Reference numerals 37 and 38 show an operating bar for the electromagnetic plunger 36 and a coupling lever pivoted on the base stand 1, respectively. One end of the coupling lever 38 is coupled to the operating bar 37, and the other end of which is coupled to an arm 40 of a T-link 39 to be described later. The T-link has three arms 40, 41 and 42 and is pivoted on the base stand 1 at its center portion. At the forward end of the arm 41 is formed a feed claw 41a which engages a ratchet 43 fixed to the support shaft 6 of the paper feed roller 5. When the operating bar 37 of the electromagnetic plunger 36 is operated in the direction of arrow "A" in FIG. 5, the arm 41 is turned in the direction of arrow "B" through the coupling lever 38 to rotate the support shaft 6 by the desired angle. As illustrated in FIG. 5, the roller 5 mounted on the support shaft 6 abuts upon a follower roller 44 mounted on the base stand 1 through the paper 25 and feeds the paper 25 in the direction of arrow "C" as the support shaft 6 is rotated. Since the paper 25 is loaded at the under portion of the base stand 1 in the folded condition, it will be led out between the roller 5 and the follower roller 44 through an elongated slit (not shown) in the base stand 1. In FIG. 5, the follower roller 44 is always biased by means of a coil spring 45 in the direction of arrow "D".

As is clearly seen in FIGS. 1 and 6, the take-up drum 28 is rotatably pivoted on a pole brace 46 fixed to the base stand 1 and includes a take-up portion 47 for the rope 29, an abutting portion 48 for the change-over arm 26, a stepped portion 49 coupled to the abutting portion 48, and a ratchet 50 coupled to the stepped portion 49. One end of the rope 29 is fixed to the take-up portion 47, and the other end of which is coupled to the carriage 10. The tractive force of the coil spring 27 is also applied to the take-up drum 28 by way of the carriage 10, so that the drum 28 is always pulled in the counterclockwise direction in FIG. 1. A projection 26a at one end of the change-over arm 26 pivotably mounted on the base stand 1 abuts upon the abutting portion 48 (Refer to FIG. 7). The projection 26a is constructed to engage into a concave portion 48a disposed on the abutting portion 48, when the type wheel 8 is located at the start position for shifting.

A release arm 51 is pivotably mounted at its middle portion on the base stand 1 and has one end located at the stepped portion 49. The other end 50a of the release arm 51 abuts on the arm 42 and only when the arm 42 is being rotated said one end of the release arm 51 abuts on the feed lever 21 and a detention claw 52.

In addition, the ratchet 50 engages the forward end of the feed lever 21 pivotably mounted on the shaft for the change-over arm 26 and the detention claw 52 pivotably mounted on the shaft for the release arm 51 (Refer to FIGS. 6 and 7).

The operation of the printer according to the preferred embodiment will be hereinafter explained by mainly referring to FIGS. 7-13.

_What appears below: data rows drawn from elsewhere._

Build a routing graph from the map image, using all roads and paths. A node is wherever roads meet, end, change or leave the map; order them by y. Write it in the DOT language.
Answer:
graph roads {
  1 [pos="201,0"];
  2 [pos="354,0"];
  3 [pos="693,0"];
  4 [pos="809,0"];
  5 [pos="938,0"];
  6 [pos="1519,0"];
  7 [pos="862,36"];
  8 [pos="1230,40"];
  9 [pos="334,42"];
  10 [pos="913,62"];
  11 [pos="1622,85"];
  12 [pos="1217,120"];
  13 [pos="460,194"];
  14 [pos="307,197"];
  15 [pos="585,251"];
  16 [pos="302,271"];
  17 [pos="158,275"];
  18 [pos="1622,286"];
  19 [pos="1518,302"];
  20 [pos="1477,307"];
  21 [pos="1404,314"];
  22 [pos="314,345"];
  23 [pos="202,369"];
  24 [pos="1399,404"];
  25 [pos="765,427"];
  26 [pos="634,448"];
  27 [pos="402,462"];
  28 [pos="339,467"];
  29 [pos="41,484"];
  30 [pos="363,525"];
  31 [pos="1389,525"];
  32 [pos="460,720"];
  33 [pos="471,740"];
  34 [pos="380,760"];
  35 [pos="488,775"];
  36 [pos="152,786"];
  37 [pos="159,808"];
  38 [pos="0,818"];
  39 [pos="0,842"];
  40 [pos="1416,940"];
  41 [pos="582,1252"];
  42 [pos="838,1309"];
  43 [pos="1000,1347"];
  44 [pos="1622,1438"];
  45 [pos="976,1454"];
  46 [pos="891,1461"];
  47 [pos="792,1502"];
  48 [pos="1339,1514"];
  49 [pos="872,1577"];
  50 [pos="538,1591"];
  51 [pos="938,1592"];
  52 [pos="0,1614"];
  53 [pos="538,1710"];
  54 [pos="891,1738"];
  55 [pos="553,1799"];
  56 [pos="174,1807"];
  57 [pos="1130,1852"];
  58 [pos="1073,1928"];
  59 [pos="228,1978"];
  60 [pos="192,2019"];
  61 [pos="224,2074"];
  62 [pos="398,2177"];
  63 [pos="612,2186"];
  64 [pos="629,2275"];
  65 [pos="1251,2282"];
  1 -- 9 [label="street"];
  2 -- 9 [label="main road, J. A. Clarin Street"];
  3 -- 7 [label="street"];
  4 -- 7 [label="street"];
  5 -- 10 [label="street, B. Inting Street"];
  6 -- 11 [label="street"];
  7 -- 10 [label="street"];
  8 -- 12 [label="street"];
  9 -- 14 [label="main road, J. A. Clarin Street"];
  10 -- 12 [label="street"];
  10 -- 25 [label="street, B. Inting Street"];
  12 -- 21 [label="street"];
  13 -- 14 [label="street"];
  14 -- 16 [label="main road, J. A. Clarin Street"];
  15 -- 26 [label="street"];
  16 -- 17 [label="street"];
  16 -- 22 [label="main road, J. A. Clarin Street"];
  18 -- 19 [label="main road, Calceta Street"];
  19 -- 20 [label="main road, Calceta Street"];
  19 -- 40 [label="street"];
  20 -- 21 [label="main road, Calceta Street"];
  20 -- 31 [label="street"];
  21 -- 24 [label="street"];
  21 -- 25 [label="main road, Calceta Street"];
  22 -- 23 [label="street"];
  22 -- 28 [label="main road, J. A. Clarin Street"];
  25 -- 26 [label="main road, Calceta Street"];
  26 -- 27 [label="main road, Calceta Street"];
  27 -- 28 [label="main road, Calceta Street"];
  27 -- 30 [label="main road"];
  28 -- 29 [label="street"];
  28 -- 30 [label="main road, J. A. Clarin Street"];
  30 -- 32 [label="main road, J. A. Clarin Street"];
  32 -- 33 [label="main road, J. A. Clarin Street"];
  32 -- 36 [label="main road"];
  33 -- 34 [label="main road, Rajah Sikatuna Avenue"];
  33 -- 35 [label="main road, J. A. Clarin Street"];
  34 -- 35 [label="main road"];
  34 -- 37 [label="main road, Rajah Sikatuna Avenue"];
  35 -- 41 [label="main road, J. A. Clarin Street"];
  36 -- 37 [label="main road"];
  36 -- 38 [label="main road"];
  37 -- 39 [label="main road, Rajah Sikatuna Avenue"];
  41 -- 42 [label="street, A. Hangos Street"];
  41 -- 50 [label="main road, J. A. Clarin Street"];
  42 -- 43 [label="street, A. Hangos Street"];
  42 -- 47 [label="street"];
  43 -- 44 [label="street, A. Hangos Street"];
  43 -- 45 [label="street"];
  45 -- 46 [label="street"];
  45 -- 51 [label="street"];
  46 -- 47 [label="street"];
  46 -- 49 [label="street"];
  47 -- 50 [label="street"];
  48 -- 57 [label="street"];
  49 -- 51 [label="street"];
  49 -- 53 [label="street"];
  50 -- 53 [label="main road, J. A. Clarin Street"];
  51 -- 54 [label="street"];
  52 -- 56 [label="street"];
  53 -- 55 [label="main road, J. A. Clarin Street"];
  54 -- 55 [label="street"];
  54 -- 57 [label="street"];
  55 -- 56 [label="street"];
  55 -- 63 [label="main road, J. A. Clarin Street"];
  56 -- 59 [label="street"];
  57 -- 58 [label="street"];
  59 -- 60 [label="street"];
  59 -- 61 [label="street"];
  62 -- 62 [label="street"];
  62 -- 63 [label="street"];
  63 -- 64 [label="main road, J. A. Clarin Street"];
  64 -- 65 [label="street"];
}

In FIG. 7 which is illustrating the condition of printing mechanism before operation, the carriage 10 is pulled by the coil spring 27 and abuts on a stopper 53 to position the type wheel 8 so as not to face the hammer head 19a. The take-up drum 28 coupled to the carriage 10 by way of the rope 29 is stopped in such manner that the projection 26a of the change-over arm 26 engages the concave portion 48a in the abutting portion 48. In other words, the seesaw type lever 20 pivoted on the operating lever 17 for the first electromagnetic plunger 15 is being pulled in the direction of arrow "E" in FIG. 7 by means of a spring (not shown) to turn in the direction of arrow "F" the change-over arm 26 abutting on the cam portion 20b located on one end of the lever 20. Thus, the projection 26a in the change-over arm 26 is in engagement with the concave portion 48a, and the cam portion 20a located on the other end of the seesaw type lever 20 is in engagement with the pin 22a in the rotating lever 22. In addition, the feed lever 21 and the detention claw 52 which are to engage in the ratchet 50 of the take-up drum 28 are being pulled toward the ratchet 50 by means of respective springs (not shown) and will repeat the engagement and disengagement with its tooth portion as the ratchet 50 is rotated.

When a printing instruction from a control circuit is applied to the printing mechanism in FIG. 7 (although a key is not illustrated in the drawing, the printing instruction for one line can be obtained by depressing a print command key in an electronic desk top calculator or operation command key in this embodiment), the rotation of the step motor 12 is transmitted to the type wheel 7 through the spline shaft 9, and the type wheel 7 is thereafter stopped at the position where any function symbol corresponding to the required print command symbol faces the hammer head 18a. In response to the stoppage of the type wheel 7, the electromagnetic plunger 16 is actuated in the direction of arrow as illustrated in FIG. 8 to turn the hammer 18 by way of the seesaw type lever 20 on the operating lever 17, the rotating lever 22, and the intermediate member 24. And then, the hammer head 18a hits the type wheel 7 through the paper 25. As the result, the required function symbol is printed on the paper 25. At this juncture, the feed lever 21 coupled to the forward end of the operating lever 20 is advanced up to the position that corresponds to the next tooth portion of the ratchet 50.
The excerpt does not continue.